When many people think of a shaman, it conjures up an image of the male tribal leader of an ancient world culture or perhaps an indigenous healer who journeys between the spiritual and material realms. However, according to author Gloria Anzaldúa (2015), the chamana (female shaman) can also be a present-day artist who receives a calling from an inner voice or daimon in her imaginative creative expression. In this paper I present the idea that Anzaldúa’s definition of the chamana/artist holds true for the divas of today’s popular culture.

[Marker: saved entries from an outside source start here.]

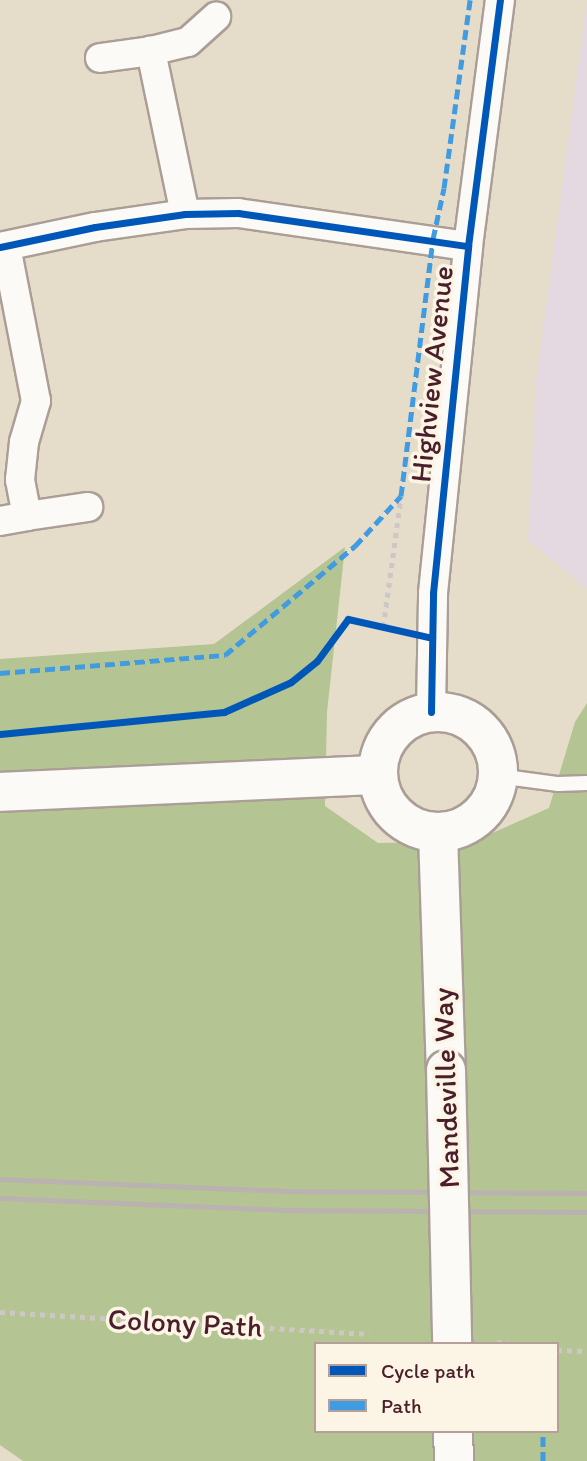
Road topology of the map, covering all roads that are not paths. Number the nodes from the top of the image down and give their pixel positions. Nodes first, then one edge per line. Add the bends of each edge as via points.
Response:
1 (500, 0) edge
2 (216, 17) dead end
3 (151, 51) junction
4 (100, 58) dead end
5 (185, 214) junction
6 (3, 246) edge
7 (467, 246) junction
8 (88, 507) dead end
9 (13, 518) edge
10 (431, 712) junction
11 (377, 775) junction
12 (498, 776) junction
13 (587, 783) edge
14 (0, 792) edge
15 (438, 833) junction
16 (452, 1342) edge
17 (453, 1433) edge
18 (454, 1461) edge

1 - 7 street, Highview Avenue
2 - 3 street via 188,42
3 - 4 street
3 - 5 street
5 - 6 street
5 - 7 street via 278,217
6 - 9 street via 36,401 24,442
7 - 10 street, Highview Avenue via 433,593
8 - 9 street
10 - 11 main road via 395,730 385,743
10 - 12 main road via 452,714 480,729 498,761
11 - 14 main road
11 - 15 main road via 386,803 405,823
12 - 13 lane
12 - 15 main road via 490,804 480,816
15 - 16 main road, Mandeville Way, bridge
17 - 18 main road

I have personally observed the shamanic exchange between divas and their audiences as a violinist playing onstage at Caesar’s Palace from 1974- present. In my view, Celine Dion and Adele both personify the diva as chamana, presenting a gift of beauty and healing energy through the fleeting art of music. In addition, I will also provide the example of Snow Raven, a young indigenous shamana whose art is a blending of the sacred music of her Siberian Sakha culture with modern technology. Although she is arguably not as famous as Adele and Celine, I contend that the Aphrodite archetype of beauty shines through all three of these diva/shamanas along with their musical artistry. Each of these women creates an embodied experience that functions as a shamanic conduit for both a sacred and a profane energetic exchange with the audience. The audience then responds as a whole through the transformative power of spontaneous ritual.
The Woman as Shaman
Although women have not been widely recognized as shamans, archeological discoveries have shed light on this oft-neglected subject. In The Woman in the Shaman’s Body, anthropologist and shamana Barbara Tedlock (2006) wrote about an archeological team in Czechoslovakia led by Bosuslav Klíma in the 1950s. They uncovered a grave from the Ice Age, finding a flint spearhead near the head of the skeleton and a fox in one hand. These artifacts would indicate a shaman’s grave with a spirit animal guide. The skeleton was analyzed and determined to be that of a woman. A large oven was found nearby with thousands of tiny baked clay figures in the form of animals, human feet, hands, and heads which she might have used as a part of ritual activities. Tedlock (2006) opines that “Women have been characterized as mere artisan or craftspeople instead of recognized for the creative, life-giving, cosmos-shaping powers these arts represent” (p.5). Our distant female ancestors of sixty thousand years ago were shamans, artists, and healers, and as Wood (2022) states, “the archetypal ancestor of the contemporary creator.” (p.12).
Snow Raven (OLOX)
Snow Raven is an example of an indigenous shamana who is a contemporary music creator. She gives artistic form and expression to her cultural traditions within the genre of popular music. As part of her childhood shamanistic training, she learned how to replicate the sounds of sacred animals with her voice. In her performances for Western audiences, she incorporates those sounds into a new form of dance music that she calls “Arctic Beat Box.”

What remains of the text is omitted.